Otherwise, set this to a function of the parameters or a formula
beginning with ~, specifying either a linear regression function for
the location parameter in the Wilkinson and Rogers notation or a
general function with named unknown parameters that describes the
location, returning a vector the same length as the number of
observations, in which case ccov and tvcov cannot be used. |
distribution |
Multivariate normal , power
exponential , Student t , or skew Laplace
distribution. The latter is not an elliptical distribution.
Note that the latter has a different parametrization of the skew
(family) parameter than the univariate skew Laplace distribution in
dskewlaplace :
skew = (s * (1 - f^2))
/ (sqrt(2) * f).
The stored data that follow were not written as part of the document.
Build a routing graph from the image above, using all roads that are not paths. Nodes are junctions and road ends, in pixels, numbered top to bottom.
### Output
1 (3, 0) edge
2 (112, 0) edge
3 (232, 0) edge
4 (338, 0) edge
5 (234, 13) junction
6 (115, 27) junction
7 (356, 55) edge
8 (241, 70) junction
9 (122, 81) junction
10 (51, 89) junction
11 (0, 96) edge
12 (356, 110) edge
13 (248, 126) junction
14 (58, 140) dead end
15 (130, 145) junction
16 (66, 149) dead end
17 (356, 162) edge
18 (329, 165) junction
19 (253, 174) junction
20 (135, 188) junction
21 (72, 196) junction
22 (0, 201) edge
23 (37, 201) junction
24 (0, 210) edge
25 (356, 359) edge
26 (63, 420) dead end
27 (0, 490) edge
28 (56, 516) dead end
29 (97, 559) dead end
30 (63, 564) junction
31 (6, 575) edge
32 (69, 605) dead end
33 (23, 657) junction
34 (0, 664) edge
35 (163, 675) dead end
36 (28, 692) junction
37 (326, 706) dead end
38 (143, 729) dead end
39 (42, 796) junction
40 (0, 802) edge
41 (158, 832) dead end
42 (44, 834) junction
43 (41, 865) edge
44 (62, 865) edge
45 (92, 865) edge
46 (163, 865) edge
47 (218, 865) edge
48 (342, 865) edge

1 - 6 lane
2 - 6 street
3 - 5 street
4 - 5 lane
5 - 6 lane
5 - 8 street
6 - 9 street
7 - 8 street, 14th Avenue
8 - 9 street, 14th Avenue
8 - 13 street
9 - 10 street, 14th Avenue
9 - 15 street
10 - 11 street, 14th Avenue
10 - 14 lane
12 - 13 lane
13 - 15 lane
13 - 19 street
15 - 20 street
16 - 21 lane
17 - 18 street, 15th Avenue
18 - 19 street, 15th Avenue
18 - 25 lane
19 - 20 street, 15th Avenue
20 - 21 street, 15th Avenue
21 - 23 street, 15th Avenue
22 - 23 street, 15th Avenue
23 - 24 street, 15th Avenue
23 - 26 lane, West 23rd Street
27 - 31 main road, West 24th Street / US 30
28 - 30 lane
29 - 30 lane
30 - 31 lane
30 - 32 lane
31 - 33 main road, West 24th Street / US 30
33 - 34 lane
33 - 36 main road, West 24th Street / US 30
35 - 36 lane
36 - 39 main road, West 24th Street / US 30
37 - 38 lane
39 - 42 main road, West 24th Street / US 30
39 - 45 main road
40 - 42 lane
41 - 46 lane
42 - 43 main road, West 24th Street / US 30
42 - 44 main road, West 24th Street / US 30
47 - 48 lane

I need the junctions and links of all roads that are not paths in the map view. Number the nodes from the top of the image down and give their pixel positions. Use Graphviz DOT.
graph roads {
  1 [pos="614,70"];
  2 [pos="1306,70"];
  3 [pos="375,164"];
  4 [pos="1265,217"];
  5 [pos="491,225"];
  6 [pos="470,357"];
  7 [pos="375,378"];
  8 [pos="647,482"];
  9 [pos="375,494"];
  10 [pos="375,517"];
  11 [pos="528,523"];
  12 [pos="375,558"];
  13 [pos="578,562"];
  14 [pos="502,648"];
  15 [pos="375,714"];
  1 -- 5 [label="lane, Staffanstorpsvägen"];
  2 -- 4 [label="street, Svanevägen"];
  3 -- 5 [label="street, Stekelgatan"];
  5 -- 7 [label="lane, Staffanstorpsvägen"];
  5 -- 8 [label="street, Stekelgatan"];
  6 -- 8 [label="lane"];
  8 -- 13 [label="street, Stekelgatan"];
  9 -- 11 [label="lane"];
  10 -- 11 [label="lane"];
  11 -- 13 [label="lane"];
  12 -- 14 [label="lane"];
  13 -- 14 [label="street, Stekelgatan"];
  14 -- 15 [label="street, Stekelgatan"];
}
Here, zero skew yields a symmetric distribution. |
times |
When response is a matrix, a vector of possibly
unequally spaced times when they are the same for all individuals or a
matrix of times. Not necessary if equally spaced. Ignored if response
has class, response or repeated . |
dose |
A vector of dose levels for the pkpd model , one per
individual. |
ccov |
A vector or matrix containing time-constant baseline
covariates with one line per individual, a model formula using
vectors of the same size, or an object of class, tccov (created by
tcctomat ). If response has class, repeated , with a
linear , logistic , or pkpd model, the covariates
must be specified as a Wilkinson and Rogers formula unless none are
to be used. For the pkpd and logistic models, all
variables must be binary (or factor variables) as different values of
all parameters are calculated for all combinations of these variables
(except for the logistic model when a time-varying covariate is
present). It cannot be used when model is a function. |
tvcov |
A list of vectors or matrices with time-varying
covariates for each individual (one column per variable), a matrix or
dataframe of such covariate values (if only one covariate), or an
object of class, tvcov (created by tvctomat ).
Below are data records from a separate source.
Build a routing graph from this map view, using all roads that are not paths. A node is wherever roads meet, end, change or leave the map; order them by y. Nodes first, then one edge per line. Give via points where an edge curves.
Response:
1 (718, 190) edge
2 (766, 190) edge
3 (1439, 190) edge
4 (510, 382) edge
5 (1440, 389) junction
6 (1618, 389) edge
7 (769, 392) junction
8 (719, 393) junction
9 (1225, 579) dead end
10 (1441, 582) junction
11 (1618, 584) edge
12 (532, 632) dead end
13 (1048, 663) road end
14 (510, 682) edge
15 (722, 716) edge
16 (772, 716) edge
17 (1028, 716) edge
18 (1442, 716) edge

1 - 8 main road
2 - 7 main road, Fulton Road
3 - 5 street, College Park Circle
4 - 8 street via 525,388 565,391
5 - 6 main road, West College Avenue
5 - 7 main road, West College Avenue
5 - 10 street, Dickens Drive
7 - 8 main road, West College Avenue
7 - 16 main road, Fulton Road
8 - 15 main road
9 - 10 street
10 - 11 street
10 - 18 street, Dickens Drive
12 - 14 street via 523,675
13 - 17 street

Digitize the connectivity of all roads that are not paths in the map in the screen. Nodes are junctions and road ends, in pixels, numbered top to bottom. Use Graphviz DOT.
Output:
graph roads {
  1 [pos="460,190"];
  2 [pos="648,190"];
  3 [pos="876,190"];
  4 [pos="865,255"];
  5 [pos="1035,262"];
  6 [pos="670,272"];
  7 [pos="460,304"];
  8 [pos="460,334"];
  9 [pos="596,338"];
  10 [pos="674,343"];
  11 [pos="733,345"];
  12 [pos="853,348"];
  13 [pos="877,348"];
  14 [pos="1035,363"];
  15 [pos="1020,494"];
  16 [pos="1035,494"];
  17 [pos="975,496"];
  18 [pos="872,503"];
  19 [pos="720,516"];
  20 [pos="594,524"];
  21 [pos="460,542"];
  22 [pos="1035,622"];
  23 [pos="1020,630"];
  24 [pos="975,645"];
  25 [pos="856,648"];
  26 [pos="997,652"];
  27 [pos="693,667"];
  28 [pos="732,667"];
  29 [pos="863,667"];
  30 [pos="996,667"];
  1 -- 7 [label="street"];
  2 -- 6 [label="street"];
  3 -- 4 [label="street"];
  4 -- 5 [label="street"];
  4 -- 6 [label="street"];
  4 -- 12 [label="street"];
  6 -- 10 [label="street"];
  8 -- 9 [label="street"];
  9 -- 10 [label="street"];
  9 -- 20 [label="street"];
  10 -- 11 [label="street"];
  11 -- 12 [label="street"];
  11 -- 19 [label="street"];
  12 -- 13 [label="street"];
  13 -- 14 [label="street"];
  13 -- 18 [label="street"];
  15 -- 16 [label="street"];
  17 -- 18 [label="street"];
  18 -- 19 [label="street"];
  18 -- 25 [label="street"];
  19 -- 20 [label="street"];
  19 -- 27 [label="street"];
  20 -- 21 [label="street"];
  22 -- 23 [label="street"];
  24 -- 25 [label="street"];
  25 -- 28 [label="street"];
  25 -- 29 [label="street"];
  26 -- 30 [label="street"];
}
If times are not the same as for responses, the list can be created with
gettvc . If response has class, repeated , with a
linear , logistic , or pkpd model, the covariates
must be specified as a Wilkinson and Rogers formula unless none are
to be used. Only one time-varying covariate is allowed except for the
linear model ; if more are required, set model equal to
the appropriate mean function. This argument cannot be used when model
is a function. |
nest |
When response is a matrix, a vector of length equal
to the number of responses per individual indicating which responses
belong to which nesting category. Categoriess must be consecutive
increasing integers. This option should always be specified if nesting
is present. Ignored if response has class, repeated . |
torder |
When the linear model is chosen, order of the
polynomial in time to be fitted. |
interaction |
Vector of length equal to the number of
time-constant covariates, giving the levels of interactions between
them and the polynomial in time in the linear model . |
transform |
Transformation of the response variable: identity ,
exp , square , sqrt , or log . |
link |
Link function for the location: identity , exp ,
square , sqrt , or log . For the linear model ,
if not the identity , initial estimates of the regression
parameters must be supplied (intercept, polynomial in time,
time-constant covariates, time-varying covariates, in that order). |
autocorr |
The form of the autocorrelation function:
exponential is the usual rho^|t_i-t_j|;
gaussian is rho^((t_i-t_j)^2);
cauchy is 1/(1+rho(t_i-t_j)^2);
spherical is
((|t_i-t_j|rho)^3-3|t_i-t_j|rho+2)/2
for |t_i-t_j|<=1/rho and zero otherwise;
IOU is the integrated
Ornstein-Uhlenbeck process, (2rho min(t_i,t_j)+exp(-rho t_i)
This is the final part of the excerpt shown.